What you will do: Copy the data as given. No line may be skipped.

Records for the task:

== == ==

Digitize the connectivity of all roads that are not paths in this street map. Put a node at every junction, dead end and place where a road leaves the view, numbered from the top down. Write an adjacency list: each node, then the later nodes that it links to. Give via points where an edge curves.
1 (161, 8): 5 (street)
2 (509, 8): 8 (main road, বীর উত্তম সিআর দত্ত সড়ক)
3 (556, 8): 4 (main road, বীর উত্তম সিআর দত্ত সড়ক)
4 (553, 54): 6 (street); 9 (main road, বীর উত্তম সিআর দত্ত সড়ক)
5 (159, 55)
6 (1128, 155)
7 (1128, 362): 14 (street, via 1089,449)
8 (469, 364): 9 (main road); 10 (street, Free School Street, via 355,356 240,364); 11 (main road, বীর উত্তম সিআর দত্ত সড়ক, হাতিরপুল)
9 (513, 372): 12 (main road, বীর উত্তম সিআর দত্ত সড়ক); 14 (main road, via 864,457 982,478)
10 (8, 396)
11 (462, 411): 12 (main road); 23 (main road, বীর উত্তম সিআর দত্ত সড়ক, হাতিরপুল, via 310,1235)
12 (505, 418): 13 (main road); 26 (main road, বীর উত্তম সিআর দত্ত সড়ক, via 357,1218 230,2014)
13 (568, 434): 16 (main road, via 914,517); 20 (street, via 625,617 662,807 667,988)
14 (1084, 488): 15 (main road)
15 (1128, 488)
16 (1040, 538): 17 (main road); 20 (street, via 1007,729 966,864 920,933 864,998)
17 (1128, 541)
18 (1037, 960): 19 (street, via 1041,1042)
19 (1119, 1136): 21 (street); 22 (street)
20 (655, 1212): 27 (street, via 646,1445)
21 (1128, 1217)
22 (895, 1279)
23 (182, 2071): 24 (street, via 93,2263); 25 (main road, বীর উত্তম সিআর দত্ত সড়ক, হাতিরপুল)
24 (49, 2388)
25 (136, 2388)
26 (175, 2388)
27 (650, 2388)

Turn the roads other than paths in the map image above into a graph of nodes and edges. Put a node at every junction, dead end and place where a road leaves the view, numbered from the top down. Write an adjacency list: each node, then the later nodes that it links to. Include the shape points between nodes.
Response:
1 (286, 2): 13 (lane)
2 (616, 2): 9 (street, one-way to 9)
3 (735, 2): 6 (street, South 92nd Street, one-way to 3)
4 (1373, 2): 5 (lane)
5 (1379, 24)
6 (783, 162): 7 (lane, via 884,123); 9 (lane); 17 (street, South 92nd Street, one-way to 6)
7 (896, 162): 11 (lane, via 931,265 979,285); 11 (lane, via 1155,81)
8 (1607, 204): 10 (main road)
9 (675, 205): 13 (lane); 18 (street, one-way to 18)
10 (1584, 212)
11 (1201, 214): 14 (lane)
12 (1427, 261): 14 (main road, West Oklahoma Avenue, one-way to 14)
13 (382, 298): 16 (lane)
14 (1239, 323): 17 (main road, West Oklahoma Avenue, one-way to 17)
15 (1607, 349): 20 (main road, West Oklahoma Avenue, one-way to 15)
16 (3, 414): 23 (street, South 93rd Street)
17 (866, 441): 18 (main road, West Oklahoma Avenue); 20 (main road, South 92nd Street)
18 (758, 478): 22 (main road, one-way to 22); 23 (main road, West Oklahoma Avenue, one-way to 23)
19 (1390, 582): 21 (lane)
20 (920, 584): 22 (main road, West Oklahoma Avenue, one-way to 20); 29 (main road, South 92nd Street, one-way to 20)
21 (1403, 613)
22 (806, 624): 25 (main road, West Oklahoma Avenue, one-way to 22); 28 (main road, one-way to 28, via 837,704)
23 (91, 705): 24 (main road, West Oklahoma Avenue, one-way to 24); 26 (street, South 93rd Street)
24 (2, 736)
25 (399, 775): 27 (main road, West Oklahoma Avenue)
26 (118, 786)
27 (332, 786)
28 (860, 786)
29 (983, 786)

== == ==

Answer to this exercise:
Digitize the connectivity of all roads that are not paths in this street map. Put a node at every junction, dead end and place where a road leaves the view, numbered from the top down. Write an adjacency list: each node, then the later nodes that it links to. Give via points where an edge curves.
1 (161, 8): 5 (street)
2 (509, 8): 8 (main road, বীর উত্তম সিআর দত্ত সড়ক)
3 (556, 8): 4 (main road, বীর উত্তম সিআর দত্ত সড়ক)
4 (553, 54): 6 (street); 9 (main road, বীর উত্তম সিআর দত্ত সড়ক)
5 (159, 55)
6 (1128, 155)
7 (1128, 362): 14 (street, via 1089,449)
8 (469, 364): 9 (main road); 10 (street, Free School Street, via 355,356 240,364); 11 (main road, বীর উত্তম সিআর দত্ত সড়ক, হাতিরপুল)
9 (513, 372): 12 (main road, বীর উত্তম সিআর দত্ত সড়ক); 14 (main road, via 864,457 982,478)
10 (8, 396)
11 (462, 411): 12 (main road); 23 (main road, বীর উত্তম সিআর দত্ত সড়ক, হাতিরপুল, via 310,1235)
12 (505, 418): 13 (main road); 26 (main road, বীর উত্তম সিআর দত্ত সড়ক, via 357,1218 230,2014)
13 (568, 434): 16 (main road, via 914,517); 20 (street, via 625,617 662,807 667,988)
14 (1084, 488): 15 (main road)
15 (1128, 488)
16 (1040, 538): 17 (main road); 20 (street, via 1007,729 966,864 920,933 864,998)
17 (1128, 541)
18 (1037, 960): 19 (street, via 1041,1042)
19 (1119, 1136): 21 (street); 22 (street)
20 (655, 1212): 27 (street, via 646,1445)
21 (1128, 1217)
22 (895, 1279)
23 (182, 2071): 24 (street, via 93,2263); 25 (main road, বীর উত্তম সিআর দত্ত সড়ক, হাতিরপুল)
24 (49, 2388)
25 (136, 2388)
26 (175, 2388)
27 (650, 2388)

Turn the roads other than paths in the map image above into a graph of nodes and edges. Put a node at every junction, dead end and place where a road leaves the view, numbered from the top down. Write an adjacency list: each node, then the later nodes that it links to. Include the shape points between nodes.
Response:
1 (286, 2): 13 (lane)
2 (616, 2): 9 (street, one-way to 9)
3 (735, 2): 6 (street, South 92nd Street, one-way to 3)
4 (1373, 2): 5 (lane)
5 (1379, 24)
6 (783, 162): 7 (lane, via 884,123); 9 (lane); 17 (street, South 92nd Street, one-way to 6)
7 (896, 162): 11 (lane, via 931,265 979,285); 11 (lane, via 1155,81)
8 (1607, 204): 10 (main road)
9 (675, 205): 13 (lane); 18 (street, one-way to 18)
10 (1584, 212)
11 (1201, 214): 14 (lane)
12 (1427, 261): 14 (main road, West Oklahoma Avenue, one-way to 14)
13 (382, 298): 16 (lane)
14 (1239, 323): 17 (main road, West Oklahoma Avenue, one-way to 17)
15 (1607, 349): 20 (main road, West Oklahoma Avenue, one-way to 15)
16 (3, 414): 23 (street, South 93rd Street)
17 (866, 441): 18 (main road, West Oklahoma Avenue); 20 (main road, South 92nd Street)
18 (758, 478): 22 (main road, one-way to 22); 23 (main road, West Oklahoma Avenue, one-way to 23)
19 (1390, 582): 21 (lane)
20 (920, 584): 22 (main road, West Oklahoma Avenue, one-way to 20); 29 (main road, South 92nd Street, one-way to 20)
21 (1403, 613)
22 (806, 624): 25 (main road, West Oklahoma Avenue, one-way to 22); 28 (main road, one-way to 28, via 837,704)
23 (91, 705): 24 (main road, West Oklahoma Avenue, one-way to 24); 26 (street, South 93rd Street)
24 (2, 736)
25 (399, 775): 27 (main road, West Oklahoma Avenue)
26 (118, 786)
27 (332, 786)
28 (860, 786)
29 (983, 786)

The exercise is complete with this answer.